## Data extracts:
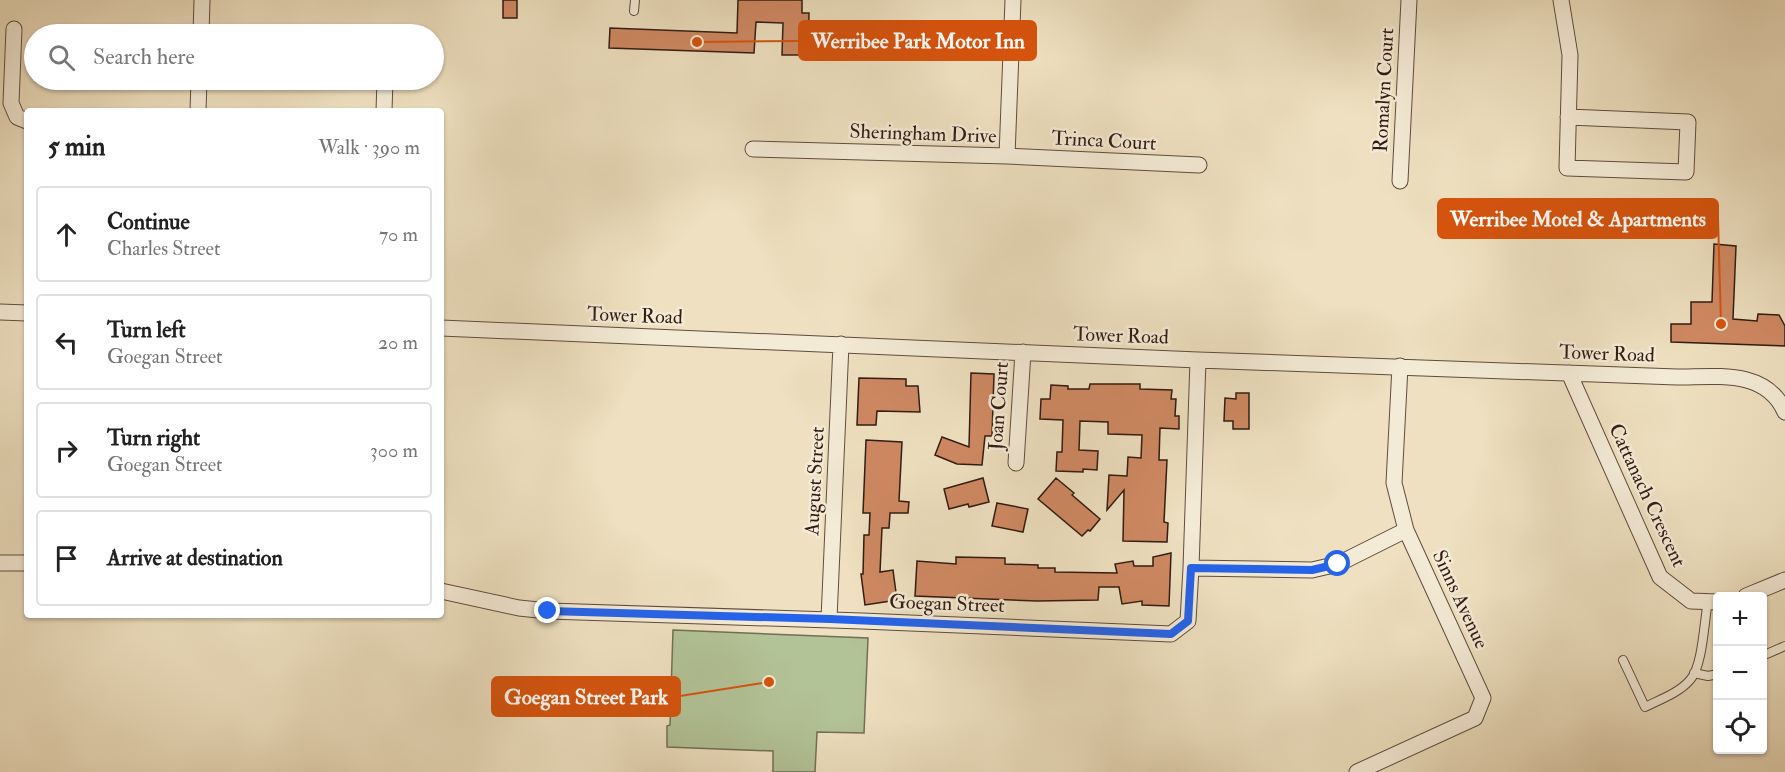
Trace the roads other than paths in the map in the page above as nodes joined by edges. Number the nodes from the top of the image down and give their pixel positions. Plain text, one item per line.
1 (202, 0) edge
2 (634, 0) edge
3 (1013, 0) edge
4 (1409, 0) edge
5 (1561, 0) edge
6 (634, 11) dead end
7 (201, 24) edge
8 (14, 29) dead end
9 (199, 90) edge
10 (385, 90) edge
11 (198, 108) edge
12 (384, 108) edge
13 (1568, 117) junction
14 (24, 120) edge
15 (753, 149) dead end
16 (1007, 156) junction
17 (1199, 165) dead end
18 (1400, 181) dead end
19 (0, 312) edge
20 (24, 313) edge
21 (444, 328) edge
22 (842, 344) junction
23 (1023, 352) junction
24 (1198, 360) junction
25 (1400, 366) junction
26 (1569, 373) junction
27 (1785, 412) edge
28 (1016, 463) dead end
29 (1406, 530) junction
30 (0, 563) edge
31 (24, 563) edge
32 (1191, 568) junction
33 (1785, 579) edge
34 (444, 592) edge
35 (1757, 592) edge
36 (1712, 602) edge
37 (830, 619) junction
38 (1785, 646) edge
39 (1767, 654) edge
40 (1623, 660) dead end
41 (1694, 673) junction
42 (1713, 675) edge
43 (1357, 772) edge

1 - 7 street
2 - 6 lane
3 - 16 street, Sheringham Drive
4 - 18 street, Romalyn Court
5 - 13 street
8 - 14 street
9 - 11 street
10 - 12 street
13 - 13 street
15 - 16 street, Sheringham Drive
16 - 17 street, Trinca Court
19 - 20 street
21 - 22 street, Tower Road
22 - 23 street, Tower Road
22 - 37 street, August Street
23 - 24 street, Tower Road
23 - 28 street, Joan Court
24 - 25 street, Tower Road
24 - 32 street, Goegan Street
25 - 26 street, Tower Road
25 - 29 street, Sinns Avenue
26 - 27 street, Tower Road
26 - 36 street, Cattanach Crescent
29 - 32 street
29 - 43 street, Sinns Avenue
30 - 31 street
32 - 37 street, Goegan Street
33 - 35 street
34 - 37 street, Goegan Street
36 - 41 lane
38 - 39 lane
40 - 41 lane
41 - 42 lane

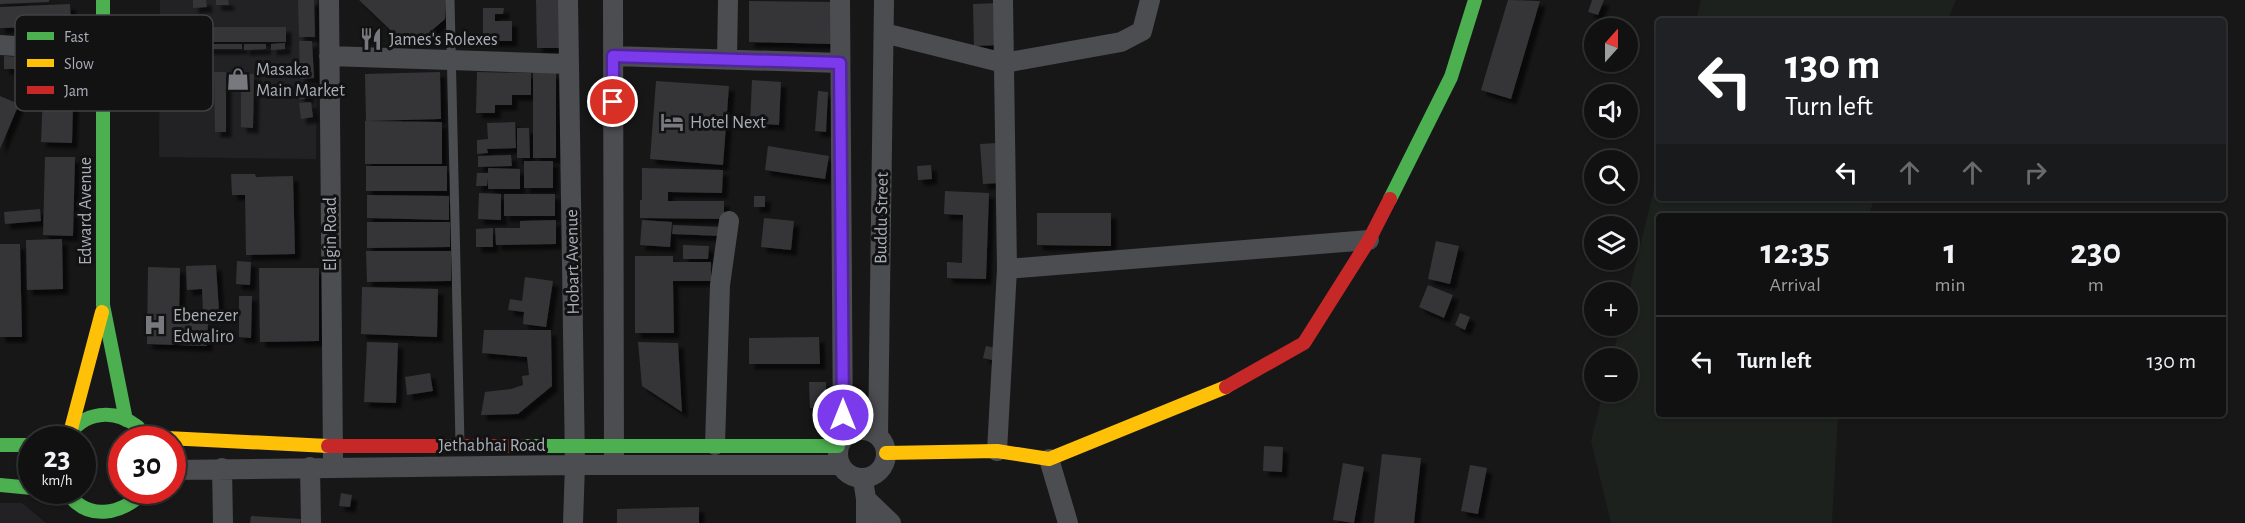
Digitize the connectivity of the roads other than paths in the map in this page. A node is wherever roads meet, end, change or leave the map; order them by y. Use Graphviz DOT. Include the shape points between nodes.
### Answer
graph roads {
  1 [pos="103,0"];
  2 [pos="329,0"];
  3 [pos="450,0"];
  4 [pos="568,0"];
  5 [pos="613,0"];
  6 [pos="728,0"];
  7 [pos="840,0"];
  8 [pos="884,0"];
  9 [pos="1003,0"];
  10 [pos="1150,0"];
  11 [pos="1475,0"];
  12 [pos="103,15"];
  13 [pos="884,33"];
  14 [pos="0,45"];
  15 [pos="15,46"];
  16 [pos="329,56"];
  17 [pos="613,56"];
  18 [pos="451,58"];
  19 [pos="727,60"];
  20 [pos="840,63"];
  21 [pos="1004,63"];
  22 [pos="568,64"];
  23 [pos="102,111"];
  24 [pos="729,221"];
  25 [pos="1369,240"];
  26 [pos="1007,270"];
  27 [pos="103,305"];
  28 [pos="126,420"];
  29 [pos="71,426"];
  30 [pos="77,426"];
  31 [pos="137,426"];
  32 [pos="186,440"];
  33 [pos="882,444"];
  34 [pos="0,445"];
  35 [pos="18,445"];
  36 [pos="460,445"];
  37 [pos="613,445"];
  38 [pos="714,445"];
  39 [pos="332,446"];
  40 [pos="840,450"];
  41 [pos="997,451"];
  42 [pos="575,455"];
  43 [pos="1049,459"];
  44 [pos="614,465"];
  45 [pos="310,467"];
  46 [pos="333,467"];
  47 [pos="222,468"];
  48 [pos="186,469"];
  49 [pos="863,479"];
  50 [pos="0,485"];
  51 [pos="18,487"];
  52 [pos="866,500"];
  53 [pos="77,504"];
  54 [pos="132,504"];
  55 [pos="94,510"];
  56 [pos="101,523"];
  57 [pos="223,523"];
  58 [pos="311,523"];
  59 [pos="573,523"];
  60 [pos="866,523"];
  61 [pos="891,523"];
  62 [pos="1068,523"];
  1 -- 12 [label="street, Edward Avenue"];
  2 -- 16 [label="street, Elgin Road"];
  3 -- 18 [label="lane"];
  4 -- 22 [label="street, Hobart Avenue"];
  5 -- 17 [label="street"];
  6 -- 19 [label="street"];
  7 -- 20 [label="street"];
  8 -- 13 [label="street, Buddu Street"];
  9 -- 21 [label="street"];
  10 -- 21 [label="street" via="1142,31 1121,42"];
  11 -- 25 [label="street" via="1451,77"];
  13 -- 21 [label="street"];
  13 -- 33 [label="street, Buddu Street"];
  14 -- 15 [label="street"];
  16 -- 18 [label="street"];
  16 -- 39 [label="street, Elgin Road"];
  17 -- 19 [label="street"];
  17 -- 37 [label="street"];
  18 -- 22 [label="street"];
  18 -- 36 [label="lane"];
  19 -- 20 [label="street"];
  20 -- 40 [label="street"];
  21 -- 26 [label="street"];
  22 -- 42 [label="street, Hobart Avenue"];
  23 -- 27 [label="street, Edward Avenue"];
  24 -- 38 [label="street" via="720,285"];
  25 -- 26 [label="street"];
  25 -- 43 [label="street" via="1304,343 1228,386"];
  26 -- 41 [label="street"];
  27 -- 28 [label="street, Edward Avenue"];
  27 -- 29 [label="street"];
  28 -- 30 [label="street" via="99,415 84,419"];
  28 -- 31 [label="street"];
  32 -- 39 [label="street, Jethabhai Road"];
  33 -- 40 [label="street" via="869,431 860,430 851,432"];
  33 -- 41 [label="street"];
  33 -- 49 [label="street" via="885,462 880,471"];
  34 -- 35 [label="street"];
  36 -- 39 [label="street, Jethabhai Road"];
  36 -- 42 [label="street, Jethabhai Road"];
  37 -- 38 [label="street, Jethabhai Road"];
  37 -- 42 [label="street, Jethabhai Road"];
  37 -- 44 [label="street"];
  38 -- 40 [label="street, Jethabhai Road"];
  39 -- 46 [label="street, Elgin Road"];
  40 -- 44 [label="street, Jethabhai Road"];
  40 -- 49 [label="street" via="845,472"];
  41 -- 43 [label="street"];
  42 -- 44 [label="street, Jethabhai Road"];
  42 -- 46 [label="street, Jethabhai Road"];
  42 -- 59 [label="street, Hobart Avenue"];
  43 -- 62 [label="street"];
  45 -- 46 [label="street, Jethabhai Road"];
  45 -- 47 [label="street, Jethabhai Road"];
  45 -- 58 [label="street"];
  47 -- 48 [label="street, Jethabhai Road"];
  47 -- 57 [label="street"];
  49 -- 52 [label="street"];
  50 -- 51 [label="street"];
  52 -- 60 [label="street"];
  52 -- 61 [label="street"];
  53 -- 55 [label="street"];
  54 -- 55 [label="street" via="117,510"];
  55 -- 56 [label="street"];
}
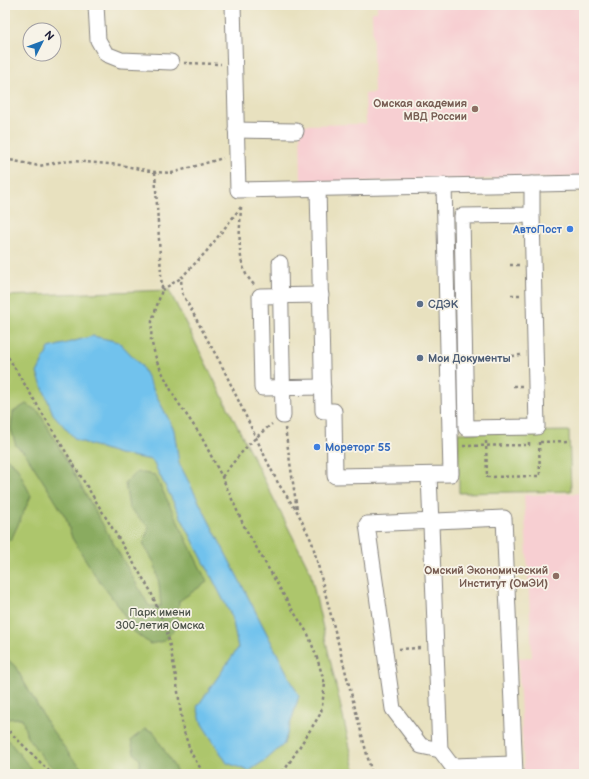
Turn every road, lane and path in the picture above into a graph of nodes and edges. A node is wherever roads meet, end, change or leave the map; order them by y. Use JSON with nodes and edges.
{"nodes":[{"id":1,"x":96,"y":5,"type":"edge"},
{"id":2,"x":233,"y":5,"type":"edge"},
{"id":3,"x":171,"y":62,"type":"joint"},
{"id":4,"x":235,"y":65,"type":"junction"},
{"id":5,"x":236,"y":130,"type":"junction"},
{"id":6,"x":296,"y":132,"type":"dead end"},
{"id":7,"x":237,"y":154,"type":"junction"},
{"id":8,"x":5,"y":159,"type":"edge"},
{"id":9,"x":155,"y":172,"type":"junction"},
{"id":10,"x":584,"y":183,"type":"edge"},
{"id":11,"x":532,"y":184,"type":"junction"},
{"id":12,"x":444,"y":185,"type":"junction"},
{"id":13,"x":318,"y":188,"type":"junction"},
{"id":14,"x":238,"y":190,"type":"junction"},
{"id":15,"x":241,"y":207,"type":"junction"},
{"id":16,"x":532,"y":215,"type":"junction"},
{"id":17,"x":280,"y":263,"type":"dead end"},
{"id":18,"x":181,"y":278,"type":"junction"},
{"id":19,"x":162,"y":290,"type":"junction"},
{"id":20,"x":321,"y":295,"type":"junction"},
{"id":21,"x":260,"y":296,"type":"junction"},
{"id":22,"x":281,"y":296,"type":"junction"},
{"id":23,"x":5,"y":352,"type":"edge"},
{"id":24,"x":527,"y":355,"type":"dead end"},
{"id":25,"x":512,"y":356,"type":"dead end"},
{"id":26,"x":512,"y":386,"type":"dead end"},
{"id":27,"x":528,"y":386,"type":"dead end"},
{"id":28,"x":323,"y":387,"type":"junction"},
{"id":29,"x":283,"y":388,"type":"junction"},
{"id":30,"x":283,"y":416,"type":"junction"},
{"id":31,"x":256,"y":436,"type":"junction"},
{"id":32,"x":568,"y":441,"type":"dead end"},
{"id":33,"x":529,"y":442,"type":"dead end"},
{"id":34,"x":540,"y":442,"type":"dead end"},
{"id":35,"x":552,"y":442,"type":"dead end"},
{"id":36,"x":450,"y":446,"type":"junction"},
{"id":37,"x":486,"y":446,"type":"junction"},
{"id":38,"x":429,"y":474,"type":"junction"},
{"id":39,"x":222,"y":477,"type":"junction"},
{"id":40,"x":298,"y":513,"type":"junction"},
{"id":41,"x":431,"y":521,"type":"junction"},
{"id":42,"x":436,"y":648,"type":"junction"},
{"id":43,"x":384,"y":650,"type":"junction"},
{"id":44,"x":5,"y":727,"type":"edge"},
{"id":45,"x":440,"y":750,"type":"junction"},
{"id":46,"x":514,"y":769,"type":"edge"},
{"id":47,"x":52,"y":774,"type":"edge"},
{"id":48,"x":203,"y":774,"type":"edge"},
{"id":49,"x":278,"y":774,"type":"edge"},
{"id":50,"x":372,"y":774,"type":"edge"}],
"edges":[{"from":1,"to":3,"type":"lane"},
{"from":2,"to":4,"type":"lane"},
{"from":3,"to":4,"type":"path"},
{"from":4,"to":5,"type":"lane"},
{"from":5,"to":6,"type":"lane"},
{"from":5,"to":7,"type":"lane"},
{"from":7,"to":9,"type":"path"},
{"from":7,"to":14,"type":"lane"},
{"from":8,"to":9,"type":"path"},
{"from":9,"to":19,"type":"path"},
{"from":10,"to":11,"type":"lane"},
{"from":11,"to":12,"type":"lane"},
{"from":11,"to":16,"type":"lane"},
{"from":12,"to":13,"type":"lane"},
{"from":12,"to":36,"type":"lane"},
{"from":13,"to":14,"type":"lane"},
{"from":13,"to":20,"type":"lane"},
{"from":14,"to":15,"type":"path"},
{"from":15,"to":18,"type":"path"},
{"from":15,"to":21,"type":"path"},
{"from":16,"to":16,"type":"lane"},
{"from":17,"to":22,"type":"lane"},
{"from":18,"to":19,"type":"path"},
{"from":18,"to":31,"type":"path"},
{"from":19,"to":39,"type":"path"},
{"from":20,"to":22,"type":"lane"},
{"from":20,"to":28,"type":"lane"},
{"from":21,"to":22,"type":"lane"},
{"from":21,"to":29,"type":"lane"},
{"from":22,"to":29,"type":"lane"},
{"from":23,"to":48,"type":"path"},
{"from":24,"to":25,"type":"path"},
{"from":26,"to":27,"type":"path"},
{"from":28,"to":29,"type":"lane"},
{"from":28,"to":38,"type":"lane"},
{"from":29,"to":30,"type":"lane"},
{"from":30,"to":31,"type":"path"},
{"from":30,"to":40,"type":"path"},
{"from":31,"to":39,"type":"path"},
{"from":31,"to":40,"type":"path"},
{"from":32,"to":35,"type":"path"},
{"from":33,"to":37,"type":"path"},
{"from":34,"to":37,"type":"path"},
{"from":36,"to":37,"type":"path"},
{"from":36,"to":38,"type":"lane"},
{"from":38,"to":41,"type":"lane"},
{"from":39,"to":49,"type":"path"},
{"from":40,"to":50,"type":"path"},
{"from":41,"to":42,"type":"lane"},
{"from":41,"to":43,"type":"lane"},
{"from":41,"to":46,"type":"lane"},
{"from":42,"to":43,"type":"path"},
{"from":42,"to":45,"type":"lane"},
{"from":43,"to":45,"type":"lane"},
{"from":44,"to":47,"type":"path"},
{"from":45,"to":46,"type":"lane"}]}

## What needs to be done:
Note every line above where the string "Elgin" shows up, and copy those lines.

## Solution for this problem:
  2 -- 16 [label="street, Elgin Road"];
  16 -- 39 [label="street, Elgin Road"];
  39 -- 46 [label="street, Elgin Road"];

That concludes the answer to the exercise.